Published online by Cambridge University Press: 10 November 2010
No competent person to-day believes that the Oxus ever entered the Caspian bodily in historical times. The dominant modern theory about the Oxus in the Greek period, as put forward by Professor A. Herrmann, is that the river itself entered the Aral, as to-day, but that before reaching the Aral it threw off a branch into the huge Sary Kamish depression south-west of the Aral, and that that branch issued southward from Sary Kamish, flowed down the Uzboi channel, and entered the Caspian at Balkan Bay, admittedly the only point where a lost river could enter the Caspian. He relied on two things: (1) a study by W. (V. V.) Barthold of Arab evidence of the thirteenth to the sixteenth centuries, and (2) an article in German by W. Obrutschew, who explored the Uzboi and published his results in Russian in 1890, of which book his German article is a summary.
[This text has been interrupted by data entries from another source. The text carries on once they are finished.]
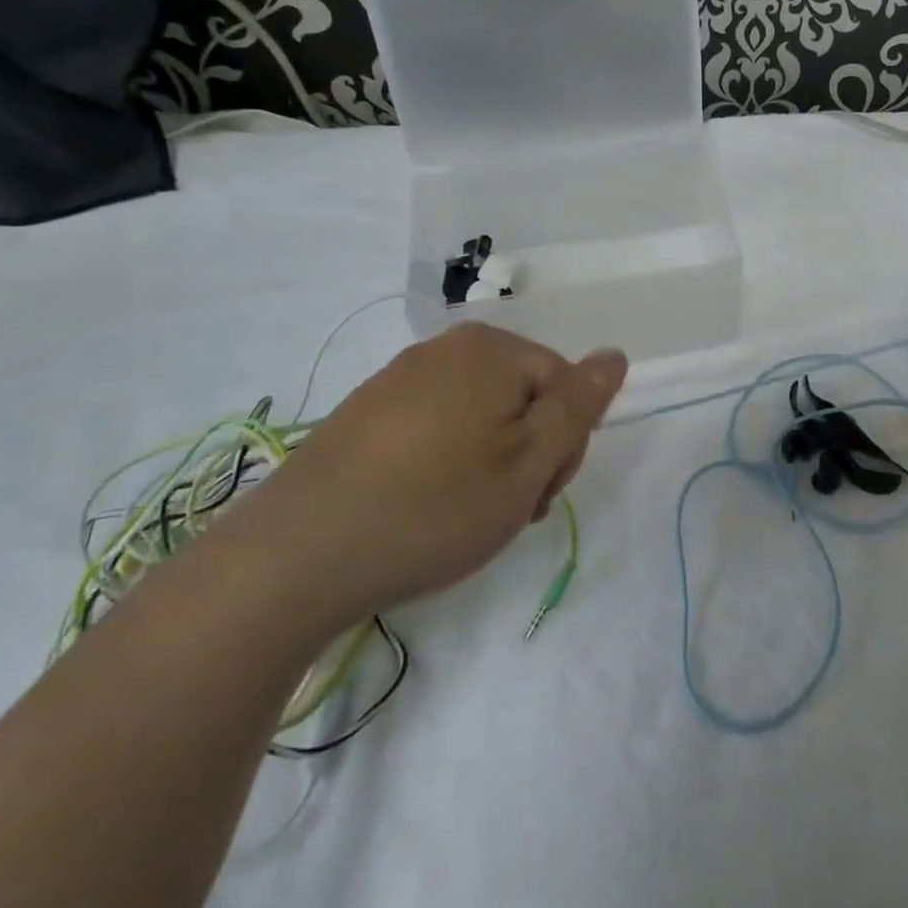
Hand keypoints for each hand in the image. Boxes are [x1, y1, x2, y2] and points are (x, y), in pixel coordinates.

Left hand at [240, 323, 626, 626]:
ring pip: (481, 415)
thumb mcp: (528, 462)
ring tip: (462, 516)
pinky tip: (422, 507)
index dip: (565, 445)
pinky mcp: (364, 413)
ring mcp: (398, 377)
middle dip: (528, 452)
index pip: (566, 386)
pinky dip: (445, 463)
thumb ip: (579, 405)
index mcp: (491, 349)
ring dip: (490, 462)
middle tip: (504, 510)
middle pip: (524, 395)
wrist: (292, 559)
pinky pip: (435, 426)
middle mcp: (445, 348)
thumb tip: (615, 355)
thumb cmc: (433, 507)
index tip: (536, 496)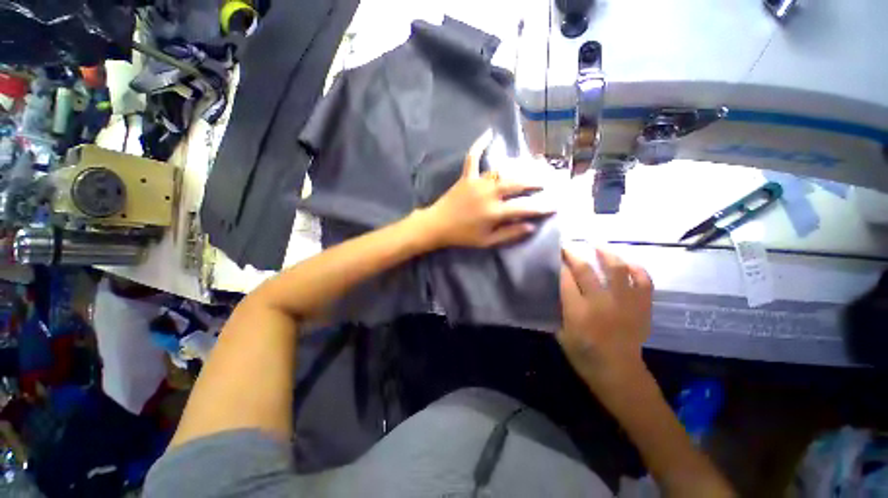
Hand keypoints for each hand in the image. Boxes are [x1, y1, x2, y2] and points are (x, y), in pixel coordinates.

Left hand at [418, 131, 552, 248]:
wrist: (437, 225)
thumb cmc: (463, 236)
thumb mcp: (487, 241)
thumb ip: (510, 234)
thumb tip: (531, 226)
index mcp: (495, 212)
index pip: (525, 207)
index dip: (542, 206)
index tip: (555, 204)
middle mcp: (489, 193)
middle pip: (517, 183)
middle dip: (535, 182)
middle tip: (546, 182)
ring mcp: (477, 182)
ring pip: (502, 170)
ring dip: (518, 168)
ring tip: (531, 166)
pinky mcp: (466, 176)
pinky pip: (472, 157)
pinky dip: (479, 145)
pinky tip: (488, 133)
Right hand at [558, 248, 653, 389]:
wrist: (619, 373)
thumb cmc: (584, 355)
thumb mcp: (561, 333)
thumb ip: (559, 309)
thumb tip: (558, 288)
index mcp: (578, 312)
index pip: (566, 279)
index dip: (560, 265)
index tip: (556, 255)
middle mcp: (601, 303)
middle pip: (586, 270)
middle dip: (574, 254)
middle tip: (568, 246)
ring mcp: (625, 303)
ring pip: (617, 270)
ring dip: (606, 253)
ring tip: (597, 244)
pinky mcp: (642, 307)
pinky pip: (644, 282)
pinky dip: (637, 269)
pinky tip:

Herrmann has envisaged a regular lost river, perennial and large enough to carry shipping, not an occasional spill-way, though Obrutschew called it an overflow channel for Sary Kamish when it got full; but both were rather obsessed by the belief that they had got to explain the northern or Oxo- Caspian trade-route from India, which never existed (App. 14). It was unfortunate therefore that Obrutschew discovered two (dry) waterfalls on his line of route, which would necessitate unloading and reloading vessels twice, a point already rubbed in.